Blog | Permanezcan borrachos

Mirar tumbas

Al salir del cementerio de Canongate, la estatua de Adam Smith se levanta en una pose dominante. A unos metros, la de su amigo David Hume comparece sentada


Ilustración para el blog de Juan Tallón

LEJOS DE casa, y sin mirar ni una sola vez el teléfono, que dejé en una habitación de hotel, en Edimburgo, el 27 de octubre fue un día normal, desnudo, sin noticias, que yo supiese. Visité los cementerios de Canongate y Old Calton, sin contar que el día anterior había estado en el de Greyfriars. A Canongate acudí en busca de la tumba del economista Adam Smith (1723-1790). Defendida por rejas, alguien había dejado en ella dos ramos de flores recientemente. Muy cerca, aunque ajena, una joven pareja compartía un bocadillo y hablaba en susurros. Casi era mediodía.

No lejos de la tumba de Smith me fijé por casualidad en la lápida del poeta Robert Fergusson, erigida tras su muerte por Robert Burns, en quien tanto influyó su poesía, y más tarde reparada por Robert Louis Stevenson. Mirar tumbas con varios siglos de antigüedad, en cementerios musgosos, donde los verdes y negros vigilan que no entren nuevos colores, te infunde una convicción firme: casi nadie se acordará de ti cuando estés muerto y pasen algunos años. Pero no hay que afligirse por ello.

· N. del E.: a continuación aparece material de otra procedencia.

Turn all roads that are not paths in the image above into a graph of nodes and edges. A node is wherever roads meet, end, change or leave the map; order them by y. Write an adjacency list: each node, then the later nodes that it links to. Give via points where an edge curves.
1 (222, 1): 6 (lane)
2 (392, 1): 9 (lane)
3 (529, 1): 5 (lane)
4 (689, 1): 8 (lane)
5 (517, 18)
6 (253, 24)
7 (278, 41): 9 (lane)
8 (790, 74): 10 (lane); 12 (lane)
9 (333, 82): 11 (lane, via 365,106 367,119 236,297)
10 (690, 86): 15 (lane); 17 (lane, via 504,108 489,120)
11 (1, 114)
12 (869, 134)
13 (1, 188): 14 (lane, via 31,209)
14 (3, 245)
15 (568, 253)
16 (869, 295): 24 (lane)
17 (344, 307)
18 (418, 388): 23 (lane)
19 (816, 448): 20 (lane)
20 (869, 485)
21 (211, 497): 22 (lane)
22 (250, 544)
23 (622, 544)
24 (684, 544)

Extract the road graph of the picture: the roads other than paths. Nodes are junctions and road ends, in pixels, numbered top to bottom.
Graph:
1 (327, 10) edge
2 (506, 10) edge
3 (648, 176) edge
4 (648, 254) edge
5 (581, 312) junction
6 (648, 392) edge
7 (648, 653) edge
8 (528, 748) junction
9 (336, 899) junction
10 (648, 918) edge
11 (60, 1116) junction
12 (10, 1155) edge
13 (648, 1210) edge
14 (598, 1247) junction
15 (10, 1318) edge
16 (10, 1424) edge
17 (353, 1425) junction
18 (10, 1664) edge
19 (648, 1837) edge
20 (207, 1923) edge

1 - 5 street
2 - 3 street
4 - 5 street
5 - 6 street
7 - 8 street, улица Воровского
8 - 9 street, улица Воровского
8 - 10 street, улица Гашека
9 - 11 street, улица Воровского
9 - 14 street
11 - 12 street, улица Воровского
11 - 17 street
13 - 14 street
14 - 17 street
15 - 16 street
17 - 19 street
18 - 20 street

Al salir de Canongate, y siguiendo la Royal Mile hacia el este, se levanta la estatua de Adam Smith, en una pose dominante, con la elegancia de su época. A unos metros, en la acera de enfrente, la estatua de su amigo David Hume (1711-1776) comparece sentada, cubierta por una túnica, y descalza. En algún momento se extendió la estupidez de que tocar el dedo gordo de uno de sus pies daba suerte, y en ese punto el cobre brilla con intensidad. Para visitar el mausoleo del filósofo empirista hay que dirigirse a Old Calton. Allá me fui. Justo a su lado, en un panteón perteneciente a un tal Hector Gavin (1738-1814), me encontré una tienda de campaña, y dentro a alguien roncando, lo que me puso de un humor excelente, no sé por qué.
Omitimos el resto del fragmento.